Start of Block
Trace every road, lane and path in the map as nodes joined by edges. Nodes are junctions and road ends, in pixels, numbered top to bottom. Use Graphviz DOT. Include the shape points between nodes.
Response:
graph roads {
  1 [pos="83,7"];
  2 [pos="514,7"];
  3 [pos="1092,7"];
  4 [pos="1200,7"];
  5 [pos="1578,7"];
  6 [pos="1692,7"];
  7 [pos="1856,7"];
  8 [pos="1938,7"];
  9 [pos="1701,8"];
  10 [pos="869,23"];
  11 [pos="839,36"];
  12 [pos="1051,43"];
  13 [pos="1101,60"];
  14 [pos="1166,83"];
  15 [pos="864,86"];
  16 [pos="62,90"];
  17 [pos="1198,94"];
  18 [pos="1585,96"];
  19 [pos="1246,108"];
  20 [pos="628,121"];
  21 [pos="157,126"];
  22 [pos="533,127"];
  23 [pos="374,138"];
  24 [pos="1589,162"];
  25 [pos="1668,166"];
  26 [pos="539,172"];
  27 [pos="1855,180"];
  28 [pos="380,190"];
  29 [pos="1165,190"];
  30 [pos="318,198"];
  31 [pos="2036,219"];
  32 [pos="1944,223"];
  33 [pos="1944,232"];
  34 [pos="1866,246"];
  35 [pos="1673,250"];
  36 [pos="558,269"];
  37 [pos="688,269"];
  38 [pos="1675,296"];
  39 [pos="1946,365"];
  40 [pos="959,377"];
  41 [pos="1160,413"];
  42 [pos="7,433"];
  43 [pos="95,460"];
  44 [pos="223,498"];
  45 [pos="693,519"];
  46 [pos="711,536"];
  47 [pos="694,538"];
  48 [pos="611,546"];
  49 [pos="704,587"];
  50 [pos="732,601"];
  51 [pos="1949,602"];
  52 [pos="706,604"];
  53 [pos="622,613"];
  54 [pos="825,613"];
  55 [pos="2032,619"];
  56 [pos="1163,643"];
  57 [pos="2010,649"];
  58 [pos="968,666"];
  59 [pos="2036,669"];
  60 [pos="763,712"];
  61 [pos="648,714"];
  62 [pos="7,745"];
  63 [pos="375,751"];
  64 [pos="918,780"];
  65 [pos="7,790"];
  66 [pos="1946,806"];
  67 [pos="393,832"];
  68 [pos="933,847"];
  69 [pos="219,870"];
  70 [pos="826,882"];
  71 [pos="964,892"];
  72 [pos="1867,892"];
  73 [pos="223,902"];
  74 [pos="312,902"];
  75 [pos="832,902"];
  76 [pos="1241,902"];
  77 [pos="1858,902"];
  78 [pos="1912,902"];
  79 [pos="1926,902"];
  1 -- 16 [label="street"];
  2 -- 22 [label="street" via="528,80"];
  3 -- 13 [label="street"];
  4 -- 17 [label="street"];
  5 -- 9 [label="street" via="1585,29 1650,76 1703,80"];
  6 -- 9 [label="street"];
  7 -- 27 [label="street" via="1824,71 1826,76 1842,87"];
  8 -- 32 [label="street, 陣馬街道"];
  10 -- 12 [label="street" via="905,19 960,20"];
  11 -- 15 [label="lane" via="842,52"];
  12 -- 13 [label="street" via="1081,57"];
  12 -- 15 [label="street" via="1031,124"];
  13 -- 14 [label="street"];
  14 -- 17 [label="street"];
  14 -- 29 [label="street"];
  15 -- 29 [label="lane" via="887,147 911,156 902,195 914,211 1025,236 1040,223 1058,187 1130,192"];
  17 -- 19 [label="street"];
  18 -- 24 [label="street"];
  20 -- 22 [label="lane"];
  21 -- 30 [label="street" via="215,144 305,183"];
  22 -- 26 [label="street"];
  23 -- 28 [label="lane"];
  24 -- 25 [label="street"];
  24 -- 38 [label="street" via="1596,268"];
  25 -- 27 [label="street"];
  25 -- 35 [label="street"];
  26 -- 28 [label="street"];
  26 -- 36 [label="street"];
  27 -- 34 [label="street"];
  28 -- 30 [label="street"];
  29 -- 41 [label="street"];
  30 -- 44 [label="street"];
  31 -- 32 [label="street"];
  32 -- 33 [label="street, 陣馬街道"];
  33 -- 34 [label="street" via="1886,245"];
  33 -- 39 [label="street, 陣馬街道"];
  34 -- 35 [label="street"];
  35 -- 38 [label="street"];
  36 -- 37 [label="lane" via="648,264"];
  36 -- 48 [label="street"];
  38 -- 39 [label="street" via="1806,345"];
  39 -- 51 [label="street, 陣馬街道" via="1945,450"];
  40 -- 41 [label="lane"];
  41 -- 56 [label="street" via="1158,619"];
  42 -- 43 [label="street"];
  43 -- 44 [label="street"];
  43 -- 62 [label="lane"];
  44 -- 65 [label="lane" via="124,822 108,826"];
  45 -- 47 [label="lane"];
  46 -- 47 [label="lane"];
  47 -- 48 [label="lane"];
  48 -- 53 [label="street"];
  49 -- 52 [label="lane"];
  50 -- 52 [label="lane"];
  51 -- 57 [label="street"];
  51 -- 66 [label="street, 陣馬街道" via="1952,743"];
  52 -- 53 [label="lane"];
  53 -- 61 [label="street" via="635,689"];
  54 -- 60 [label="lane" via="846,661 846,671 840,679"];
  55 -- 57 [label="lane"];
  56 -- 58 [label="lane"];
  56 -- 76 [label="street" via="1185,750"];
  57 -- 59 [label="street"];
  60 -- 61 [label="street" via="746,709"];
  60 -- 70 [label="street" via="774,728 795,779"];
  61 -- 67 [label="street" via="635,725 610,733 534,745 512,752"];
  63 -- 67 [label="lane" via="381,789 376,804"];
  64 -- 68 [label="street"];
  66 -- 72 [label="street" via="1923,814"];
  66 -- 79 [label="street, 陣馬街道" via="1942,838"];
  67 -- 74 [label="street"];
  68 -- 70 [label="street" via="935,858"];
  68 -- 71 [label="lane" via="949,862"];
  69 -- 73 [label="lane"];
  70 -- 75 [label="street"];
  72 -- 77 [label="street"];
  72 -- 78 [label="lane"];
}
End of Block
**PROBLEM DETAILS**
Each line of the listing that contains the word "陣馬街道" must be copied.

**ANSWER BELOW**
  8 -- 32 [label="street, 陣馬街道"];
  32 -- 33 [label="street, 陣馬街道"];
  33 -- 39 [label="street, 陣馬街道"];
  39 -- 51 [label="street, 陣馬街道" via="1945,450"];
  51 -- 66 [label="street, 陣馬街道" via="1952,743"];
  66 -- 79 [label="street, 陣馬街道" via="1942,838"];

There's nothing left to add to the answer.